• WHAT IS REQUIRED: The response should contain all of the data below, reproduced exactly, and no pictures.

• INFORMATION PROVIDED:
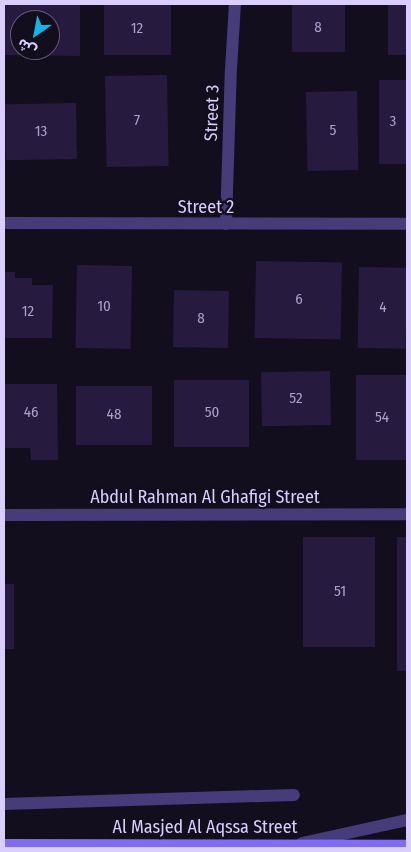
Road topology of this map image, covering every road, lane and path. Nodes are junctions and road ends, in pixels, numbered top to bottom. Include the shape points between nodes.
1 (235, 4) edge
2 (4, 224) edge
3 (226, 224) junction
4 (407, 224) edge
5 (407, 514) edge
6 (4, 515) edge
7 (294, 795) dead end
8 (4, 804) edge
9 (407, 820) edge
10 (296, 844) junction
11 (4, 846) edge
12 (407, 846) edge

1 - 3 street, Street 3
2 - 3 street, Street 2
3 - 4 street, Street 2
5 - 6 street, Abdul Rahman Al Ghafigi Street
7 - 8 street
9 - 10 street
10 - 11 main road, Al Masjed Al Aqssa Street
10 - 12 main road, Al Masjed Al Aqssa Street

• ANSWER TO THIS TASK:
Road topology of this map image, covering every road, lane and path. Nodes are junctions and road ends, in pixels, numbered top to bottom. Include the shape points between nodes.
1 (235, 4) edge
2 (4, 224) edge
3 (226, 224) junction
4 (407, 224) edge
5 (407, 514) edge
6 (4, 515) edge
7 (294, 795) dead end
8 (4, 804) edge
9 (407, 820) edge
10 (296, 844) junction
11 (4, 846) edge
12 (407, 846) edge

1 - 3 street, Street 3
2 - 3 street, Street 2
3 - 4 street, Street 2
5 - 6 street, Abdul Rahman Al Ghafigi Street
7 - 8 street
9 - 10 street
10 - 11 main road, Al Masjed Al Aqssa Street
10 - 12 main road, Al Masjed Al Aqssa Street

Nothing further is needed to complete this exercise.